• **Problem to solve**
Which lines of the entries contain the word "order"? Please list them.

• **Supplied material**
Start of Block

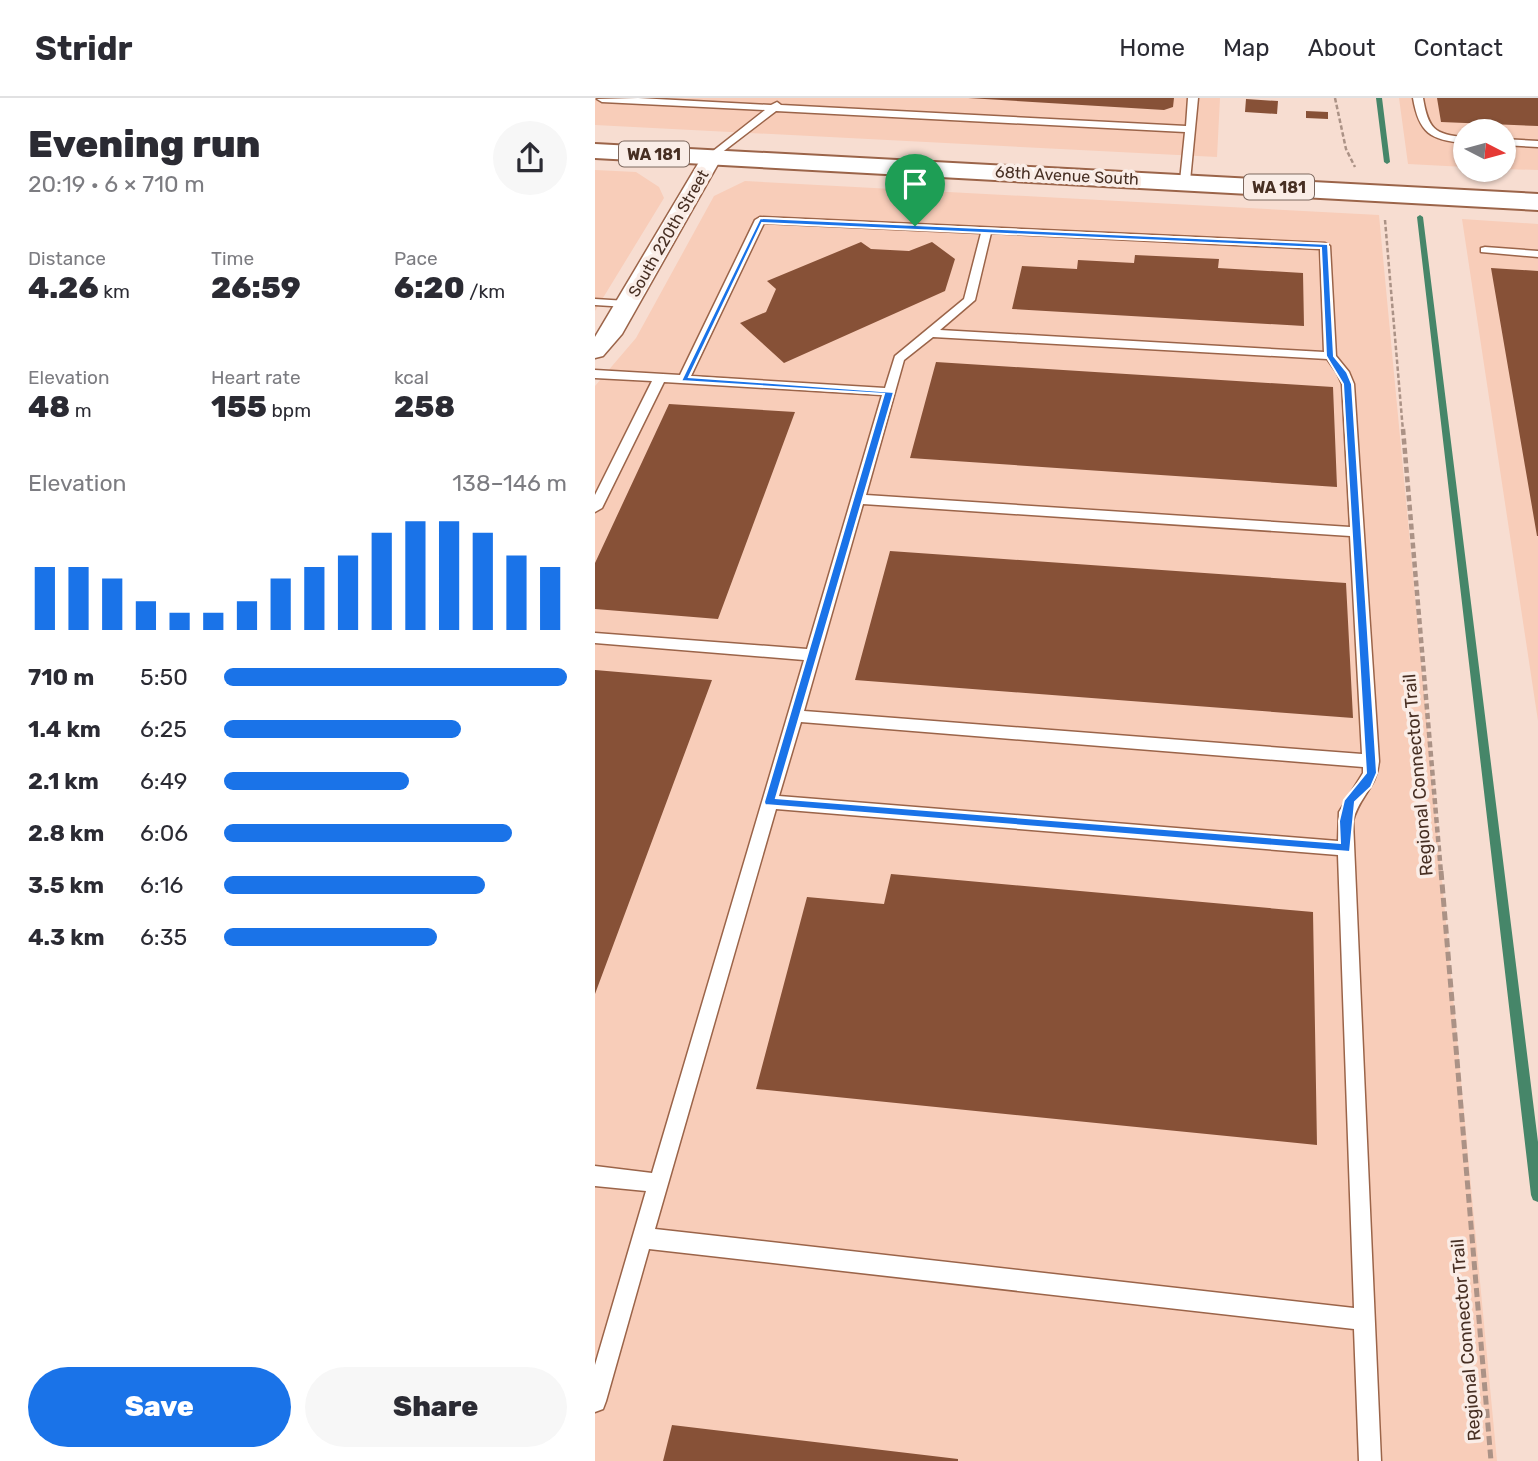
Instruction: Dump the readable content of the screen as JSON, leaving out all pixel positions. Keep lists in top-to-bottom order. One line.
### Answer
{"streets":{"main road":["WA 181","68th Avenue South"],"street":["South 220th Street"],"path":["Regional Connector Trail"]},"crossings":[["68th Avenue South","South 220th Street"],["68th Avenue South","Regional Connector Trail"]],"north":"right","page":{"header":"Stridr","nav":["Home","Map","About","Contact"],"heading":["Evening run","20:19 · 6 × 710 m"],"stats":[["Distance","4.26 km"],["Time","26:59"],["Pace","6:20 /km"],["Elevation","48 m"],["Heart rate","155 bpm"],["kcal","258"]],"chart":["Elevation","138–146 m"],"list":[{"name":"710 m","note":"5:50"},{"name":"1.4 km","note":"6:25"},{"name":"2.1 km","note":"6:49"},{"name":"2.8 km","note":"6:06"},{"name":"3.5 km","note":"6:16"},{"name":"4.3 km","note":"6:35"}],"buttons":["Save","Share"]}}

End of Block
Start of Block

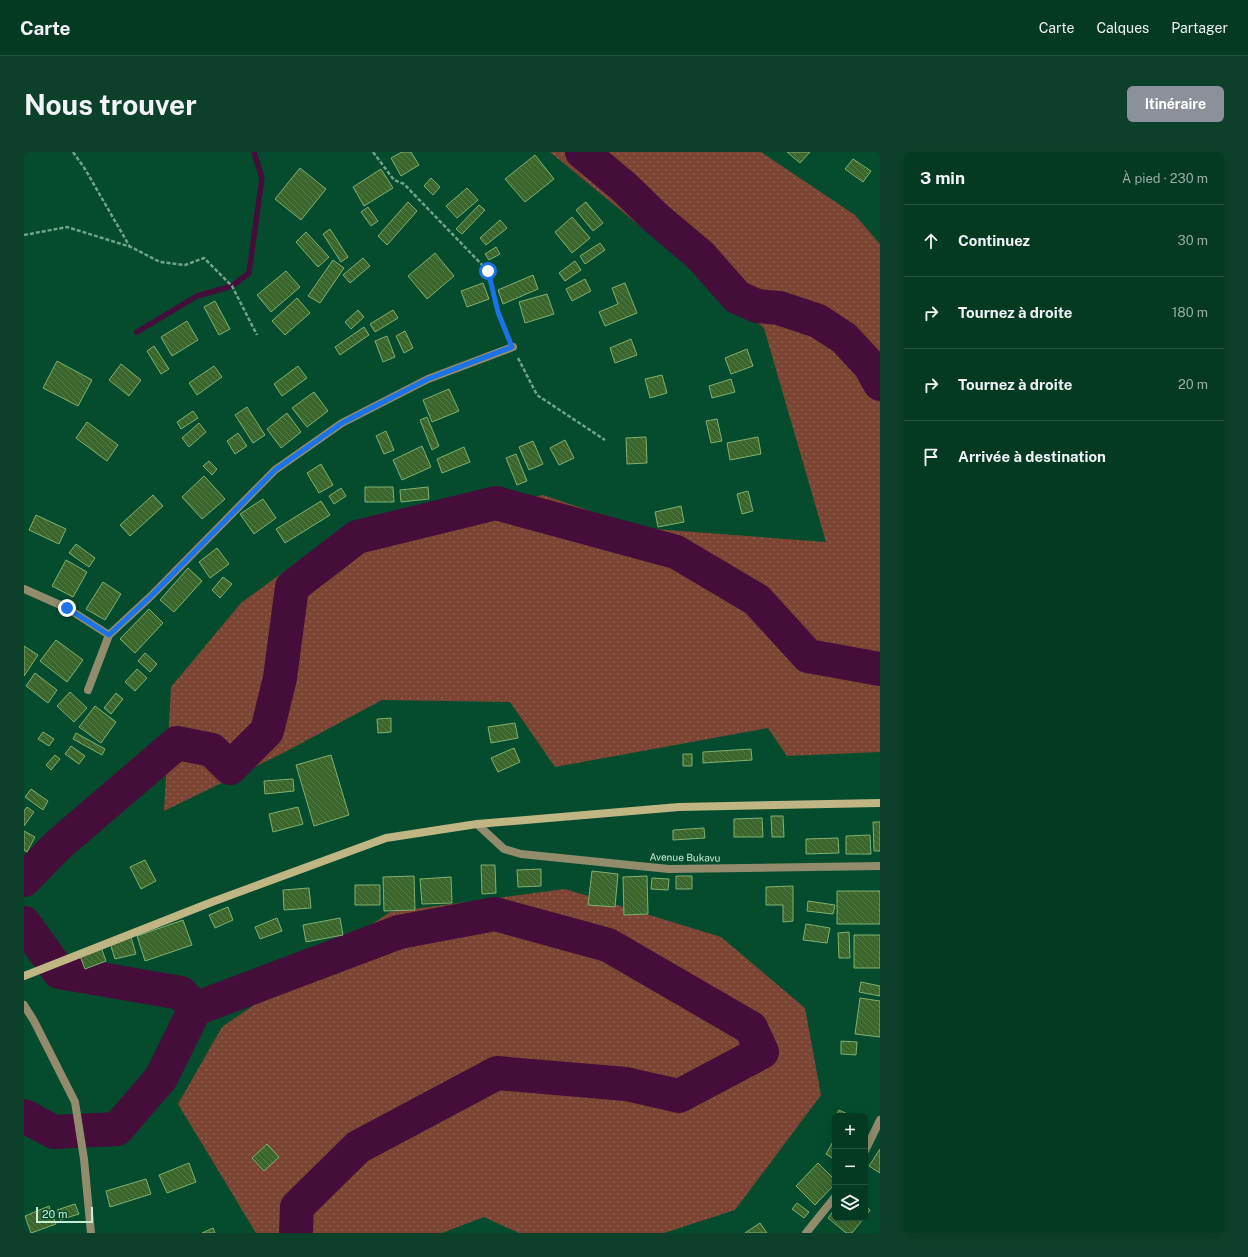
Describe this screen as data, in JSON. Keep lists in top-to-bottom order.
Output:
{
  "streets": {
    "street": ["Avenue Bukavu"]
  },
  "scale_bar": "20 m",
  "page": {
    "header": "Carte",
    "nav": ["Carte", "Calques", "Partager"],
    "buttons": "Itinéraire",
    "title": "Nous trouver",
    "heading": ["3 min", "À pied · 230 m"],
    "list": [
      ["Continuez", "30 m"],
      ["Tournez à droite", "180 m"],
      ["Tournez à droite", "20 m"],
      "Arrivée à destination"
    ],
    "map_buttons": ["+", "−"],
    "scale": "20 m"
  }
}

End of Block
Start of Block

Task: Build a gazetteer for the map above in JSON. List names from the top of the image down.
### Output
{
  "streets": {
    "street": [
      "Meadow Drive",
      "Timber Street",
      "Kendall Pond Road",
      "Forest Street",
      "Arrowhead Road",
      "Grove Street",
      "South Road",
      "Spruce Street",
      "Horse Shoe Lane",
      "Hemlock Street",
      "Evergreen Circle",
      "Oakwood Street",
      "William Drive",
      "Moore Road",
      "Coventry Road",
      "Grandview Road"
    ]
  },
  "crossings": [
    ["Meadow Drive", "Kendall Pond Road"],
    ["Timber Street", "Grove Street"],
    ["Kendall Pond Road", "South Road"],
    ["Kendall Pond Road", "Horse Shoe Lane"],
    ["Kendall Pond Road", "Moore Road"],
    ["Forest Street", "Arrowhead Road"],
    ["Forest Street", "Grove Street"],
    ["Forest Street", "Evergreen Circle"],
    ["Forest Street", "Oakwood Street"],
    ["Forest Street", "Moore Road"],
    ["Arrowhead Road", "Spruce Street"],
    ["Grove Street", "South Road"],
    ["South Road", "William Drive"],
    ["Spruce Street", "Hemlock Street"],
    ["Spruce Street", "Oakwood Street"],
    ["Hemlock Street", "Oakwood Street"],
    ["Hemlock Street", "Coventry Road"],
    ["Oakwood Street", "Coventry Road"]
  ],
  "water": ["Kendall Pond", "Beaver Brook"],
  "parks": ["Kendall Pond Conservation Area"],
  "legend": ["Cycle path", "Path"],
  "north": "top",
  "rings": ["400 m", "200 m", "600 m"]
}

End of Block

• **Written solution**
Instruction: Dump the readable content of the screen as JSON, leaving out all pixel positions. Keep lists in top-to-bottom order. One line.
Describe this screen as data, in JSON. Keep lists in top-to-bottom order.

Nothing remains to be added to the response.